I feel criticism is more objective or even valuable when it concerns things like theatre, movies, books or even the visual arts than music. I think with music it's hard to be objective for a lot of people there are certain genres of music they really don't like and other genres they tend to love. For instance, for me as a critic it would be hard to be objective about reviewing country or reggae because I don't like those genres. Where I think with other art forms, people don't have the distaste for a certain genre to the same extent. No one says I really don't like historical dramas for example. Also I think with pop music. people tend to know a lot about the personality of the person creating it, and even if they try to put that aside they are very influenced by ideas they have about them as a person. Whereas with the other art forms, you tend to not know as much about the creator's persona outside of what it is they create.

Criticism is definitely more influential and essential to other art forms than music. Broadway plays can close right away if they get horrible reviews, but there are lots of albums and concert tours that still do great despite terrible reviews.

I also feel music is more emotional than those other forms in a way.

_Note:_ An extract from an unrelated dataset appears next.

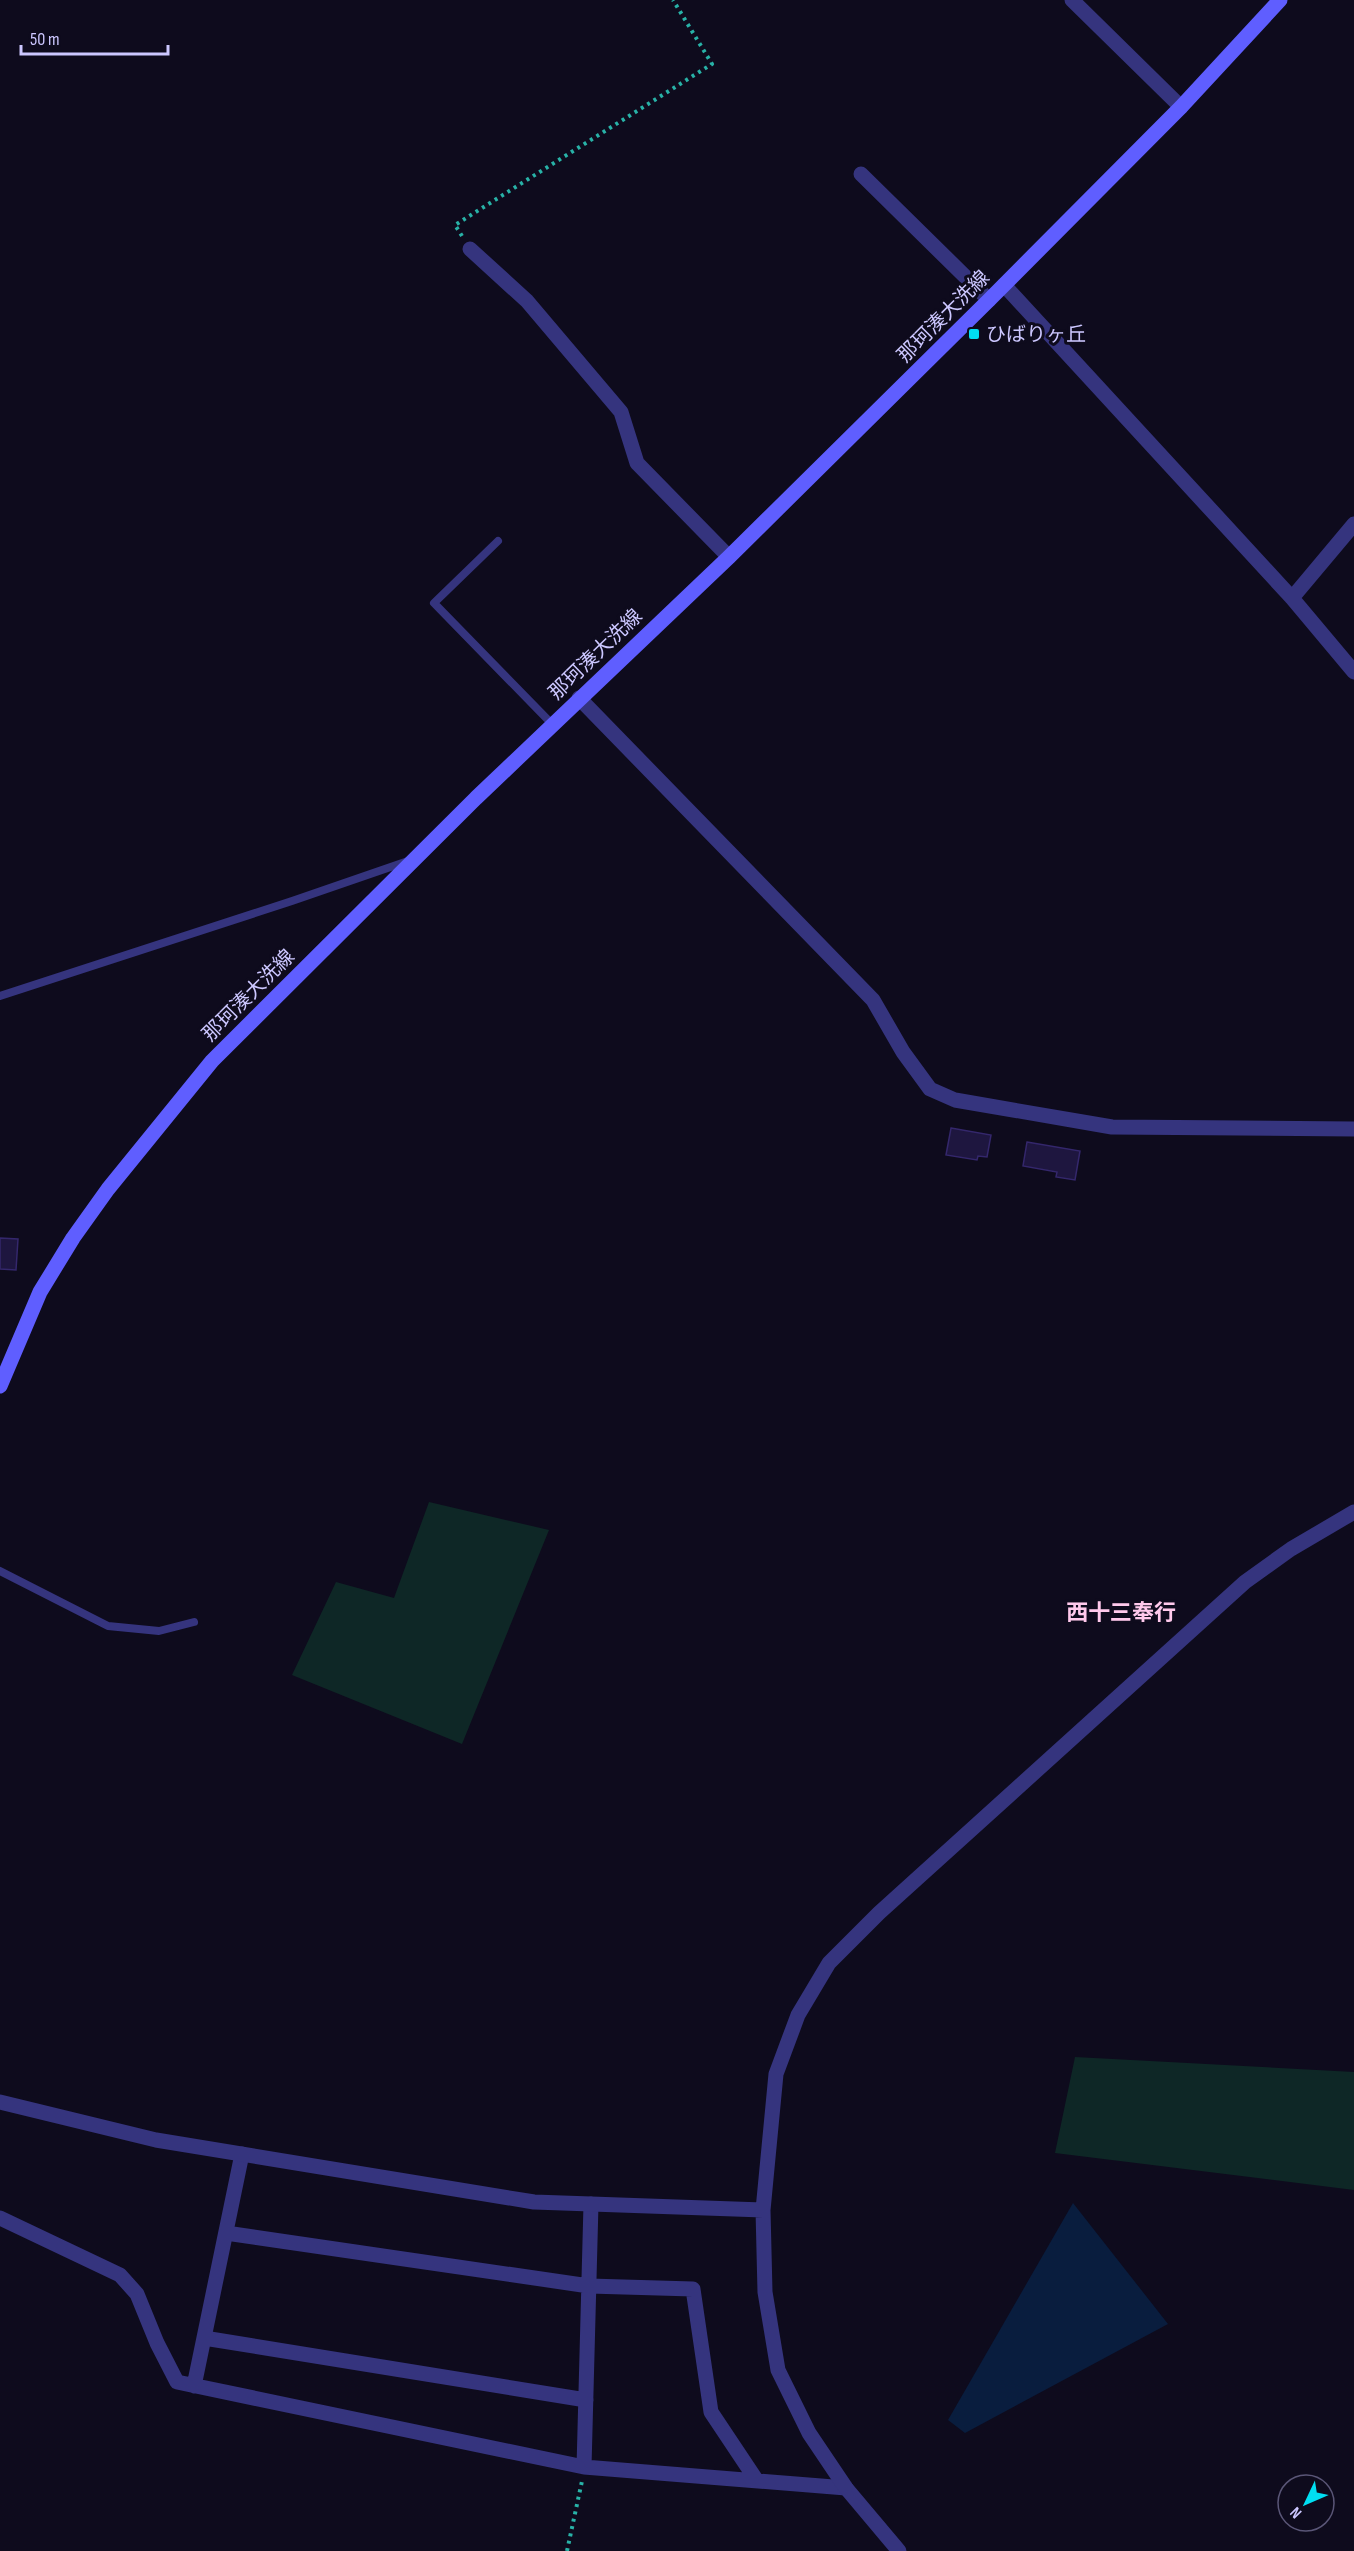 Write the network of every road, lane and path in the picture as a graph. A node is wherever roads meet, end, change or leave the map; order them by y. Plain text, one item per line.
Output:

We connect or don't connect to songs and musical artists a lot of times based on our personal experiences. I tend to be drawn to artists that I feel a personal connection due to shared experiences. So it's more subjective in that way. Appreciating other art forms isn't quite based on your personal life experiences in the same way. That is part of what makes music special and moving to me, but it also makes criticism of it less useful and less objective because the reviewer may not have the same personal connection to the artist or what they are singing about.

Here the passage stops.